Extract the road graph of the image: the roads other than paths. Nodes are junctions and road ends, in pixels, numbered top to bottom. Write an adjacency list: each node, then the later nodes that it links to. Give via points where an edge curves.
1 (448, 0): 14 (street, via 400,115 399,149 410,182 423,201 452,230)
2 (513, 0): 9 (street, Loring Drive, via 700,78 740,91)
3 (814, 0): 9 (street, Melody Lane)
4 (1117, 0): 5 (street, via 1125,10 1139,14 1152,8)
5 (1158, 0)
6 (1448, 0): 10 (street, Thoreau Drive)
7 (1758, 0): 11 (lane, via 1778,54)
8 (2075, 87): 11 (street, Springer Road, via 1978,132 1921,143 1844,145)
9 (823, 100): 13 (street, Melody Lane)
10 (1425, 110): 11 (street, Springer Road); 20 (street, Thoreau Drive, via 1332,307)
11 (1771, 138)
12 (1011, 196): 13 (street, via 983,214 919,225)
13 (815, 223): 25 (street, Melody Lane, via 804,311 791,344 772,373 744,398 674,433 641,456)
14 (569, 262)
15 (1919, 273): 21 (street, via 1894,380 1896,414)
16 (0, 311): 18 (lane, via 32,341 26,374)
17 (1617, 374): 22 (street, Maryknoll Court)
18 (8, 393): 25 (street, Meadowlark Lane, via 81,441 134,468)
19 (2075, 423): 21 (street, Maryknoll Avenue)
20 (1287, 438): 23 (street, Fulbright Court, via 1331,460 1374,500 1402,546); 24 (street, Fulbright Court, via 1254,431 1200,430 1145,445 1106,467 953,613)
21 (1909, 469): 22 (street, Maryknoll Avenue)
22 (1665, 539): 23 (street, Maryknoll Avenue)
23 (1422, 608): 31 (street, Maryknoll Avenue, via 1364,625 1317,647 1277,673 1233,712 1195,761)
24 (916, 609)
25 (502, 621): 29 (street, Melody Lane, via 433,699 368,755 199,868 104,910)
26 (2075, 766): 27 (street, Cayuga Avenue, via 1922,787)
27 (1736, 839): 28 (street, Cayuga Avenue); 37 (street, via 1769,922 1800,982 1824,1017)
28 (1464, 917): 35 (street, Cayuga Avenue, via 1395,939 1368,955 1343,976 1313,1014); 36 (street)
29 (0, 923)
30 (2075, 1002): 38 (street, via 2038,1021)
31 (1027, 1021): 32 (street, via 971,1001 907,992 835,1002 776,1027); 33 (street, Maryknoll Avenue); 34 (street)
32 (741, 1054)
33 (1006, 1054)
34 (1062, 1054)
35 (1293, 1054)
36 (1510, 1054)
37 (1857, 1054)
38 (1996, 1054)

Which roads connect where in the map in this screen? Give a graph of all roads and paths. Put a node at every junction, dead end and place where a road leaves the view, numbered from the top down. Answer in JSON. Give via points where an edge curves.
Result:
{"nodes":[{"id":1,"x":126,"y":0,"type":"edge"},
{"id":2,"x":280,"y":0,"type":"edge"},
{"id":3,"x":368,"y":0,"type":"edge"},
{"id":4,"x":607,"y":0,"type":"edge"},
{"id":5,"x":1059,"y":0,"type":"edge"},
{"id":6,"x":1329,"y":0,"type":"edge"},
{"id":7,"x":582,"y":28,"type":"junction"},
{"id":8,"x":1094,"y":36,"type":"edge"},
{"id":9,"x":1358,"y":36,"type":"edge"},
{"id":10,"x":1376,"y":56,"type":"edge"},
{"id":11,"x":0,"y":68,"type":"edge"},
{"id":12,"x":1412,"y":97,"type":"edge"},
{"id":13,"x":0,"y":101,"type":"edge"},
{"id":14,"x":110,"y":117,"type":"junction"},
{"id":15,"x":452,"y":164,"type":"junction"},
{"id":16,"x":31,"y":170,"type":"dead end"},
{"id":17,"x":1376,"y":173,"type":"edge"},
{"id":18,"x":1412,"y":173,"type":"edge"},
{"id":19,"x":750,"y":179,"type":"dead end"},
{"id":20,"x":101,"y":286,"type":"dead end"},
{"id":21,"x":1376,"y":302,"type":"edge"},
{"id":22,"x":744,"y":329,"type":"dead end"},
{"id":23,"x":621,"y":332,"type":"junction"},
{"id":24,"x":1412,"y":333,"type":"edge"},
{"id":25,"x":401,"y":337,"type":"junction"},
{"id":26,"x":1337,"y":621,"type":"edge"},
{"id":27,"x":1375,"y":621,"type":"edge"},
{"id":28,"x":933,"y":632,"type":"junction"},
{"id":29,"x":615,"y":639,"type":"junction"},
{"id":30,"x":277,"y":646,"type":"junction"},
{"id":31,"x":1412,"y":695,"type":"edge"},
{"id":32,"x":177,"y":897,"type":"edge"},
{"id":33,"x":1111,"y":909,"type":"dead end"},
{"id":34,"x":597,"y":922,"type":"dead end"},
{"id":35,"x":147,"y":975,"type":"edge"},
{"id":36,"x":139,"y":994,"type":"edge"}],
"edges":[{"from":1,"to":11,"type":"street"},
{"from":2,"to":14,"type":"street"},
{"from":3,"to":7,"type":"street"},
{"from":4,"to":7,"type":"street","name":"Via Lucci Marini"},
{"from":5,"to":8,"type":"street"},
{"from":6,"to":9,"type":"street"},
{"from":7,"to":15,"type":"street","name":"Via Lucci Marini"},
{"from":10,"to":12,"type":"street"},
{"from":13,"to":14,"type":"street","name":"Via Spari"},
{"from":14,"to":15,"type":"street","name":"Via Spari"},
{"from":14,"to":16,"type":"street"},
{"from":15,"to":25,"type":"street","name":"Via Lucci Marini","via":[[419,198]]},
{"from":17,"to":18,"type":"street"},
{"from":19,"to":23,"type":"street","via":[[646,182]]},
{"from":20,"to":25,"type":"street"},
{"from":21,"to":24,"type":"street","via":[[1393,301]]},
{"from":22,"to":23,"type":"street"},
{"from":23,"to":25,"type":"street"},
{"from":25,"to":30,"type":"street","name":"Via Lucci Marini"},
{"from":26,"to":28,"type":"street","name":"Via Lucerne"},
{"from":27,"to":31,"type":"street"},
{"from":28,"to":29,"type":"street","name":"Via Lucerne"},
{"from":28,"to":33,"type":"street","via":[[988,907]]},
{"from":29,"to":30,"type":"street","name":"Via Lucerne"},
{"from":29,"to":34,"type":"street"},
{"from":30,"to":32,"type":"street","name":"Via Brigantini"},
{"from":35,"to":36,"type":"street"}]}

+++++

What to produce: Looking at the entries above, count each line that includes the string "Thoreau" and give only the total.

Response to this exercise: 2